With reference now to FIG. 4, operation of the exhaust rocker arm assembly 30 in the engine braking mode will be described, according to particular embodiments. In braking mode, oil pressure may be increased in oil supply passage 160, causing the needle 100 to move upward against the bias of the biasing member 120. As a result, the longitudinal pin portion 110 may be moved away from the check ball 90, which is then seated against valve seat 76, sealing off the intermediate oil passage. The brake capsule 46 may therefore act as a no-return valve, with the first plunger body 62 rigidly extending toward the valve bridge 42. FIG. 4A is a schematic plot of cam angle versus valve lift for an exhaust rocker arm assembly of the present teachings and identifying the position of FIG. 4 on the base circle as 800-4.


In particular embodiments, HLA 700 may be integrated within lost motion mechanism 44 such when rocker arm 11 motion corresponds to a base circle of a cam, i.e., without positive brake lift, lost motion mechanism 44 may reach its maximum extension hard stop, and any remaining mechanical gap may be automatically compensated by HLA 700. In particular embodiments, an interface between valve bridge 42 and lost motion mechanism 44 may be always under load, regardless of whether or not there is positive brake lift applied on rocker arm 11. Correspondingly, during positive brake lift imparted to rocker arm 11, as will be further described herein, HLA 700 extension may be maintained under load, and thus HLA 700 may not pump up or extend.


Turning now to FIG. 5, the rocker arm 11 may have rotated further counterclockwise around the rocker shaft 18. In the non-limiting example shown, the rocker arm 11 may have rotated 2.72 degrees counterclockwise. In particular embodiments, based on the brake capsule 46 being extended and rigid in this scenario, the first spigot 169 may force the first socket 173 against the valve bridge 42, causing the first valve 50 to move off a first valve seat 170. As a non-limiting example, the first valve 50 may move off the first valve seat 170 by a distance of 2.85 mm. It will be appreciated that other distances and angles of rotation of the rocker arm 11 are fully contemplated herein. Notably, the second valve 52 may remain closed against a second valve seat 172 at this angle of rotation of rocker arm 11. The collar 138 on the lost motion shaft 130, while traveling toward the rocker arm 11, may not have yet reached the rocker arm 11.


With reference to FIG. 5, as a non-limiting example, the lost motion shaft 130 may have moved about 2 mm of lost motion, and may remain in contact (through the second socket 132) with the rocker arm 11. In particular embodiments, beyond such a representative position or rotation of rocker arm 11, the oil from under the upper disk portion 112 of the needle 100 may flow out, such as through the oil discharge circuit 210. In an embodiment illustrated in FIG. 5 however, the longitudinal pin 110 may not be possible to push down, because the force of the biasing member 120 may be lower than the force generated inside the brake capsule 46 keeping the check ball assembly 80 closed.

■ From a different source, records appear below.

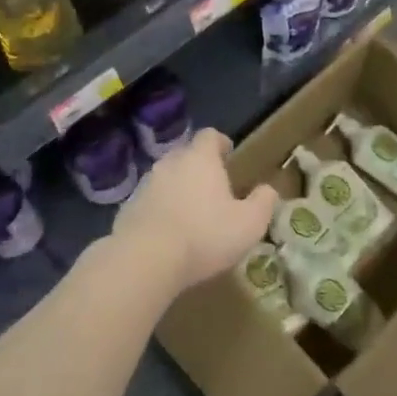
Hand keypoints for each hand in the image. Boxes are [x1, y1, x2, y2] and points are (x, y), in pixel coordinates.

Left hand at [112, 130, 277, 296]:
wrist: (145, 260)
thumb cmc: (205, 235)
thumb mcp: (249, 223)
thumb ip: (263, 202)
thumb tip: (268, 190)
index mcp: (200, 159)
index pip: (209, 136)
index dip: (220, 142)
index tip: (228, 153)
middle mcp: (170, 163)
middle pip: (185, 154)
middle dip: (199, 166)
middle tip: (213, 186)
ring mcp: (145, 185)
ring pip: (166, 178)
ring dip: (178, 188)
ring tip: (191, 211)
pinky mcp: (128, 208)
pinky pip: (150, 201)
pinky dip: (160, 209)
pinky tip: (169, 232)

The oil supply passage 160 may remain in communication with the connecting passage 158. FIG. 5A is a schematic plot of cam angle versus valve lift for an exhaust rocker arm assembly of the present teachings and identifying the position of FIG. 5 with the lost motion shaft as 800-5, as a non-limiting example.


With reference now to FIG. 6, the rocker arm 11 may have rotated further counterclockwise around the rocker shaft 18. In the non-limiting example shown, the rocker arm 11 may have rotated 4.41 degrees. Again, the brake capsule 46 may remain rigid, and the first spigot 169 may continue to force the first socket 173 against the valve bridge 42 causing the first valve 50 to move further off the first valve seat 170. In this non-limiting example, the first valve 50 may have moved off the first valve seat 170 by a distance of 4.09 mm. It will be appreciated that other distances (and angles of rotation of the rocker arm 11) are contemplated. At this point the collar 138 may have made contact with the rocker arm 11 (i.e., lost motion has “bottomed”), and both the first and second valves 50 and 52, respectively, may be opened concurrently.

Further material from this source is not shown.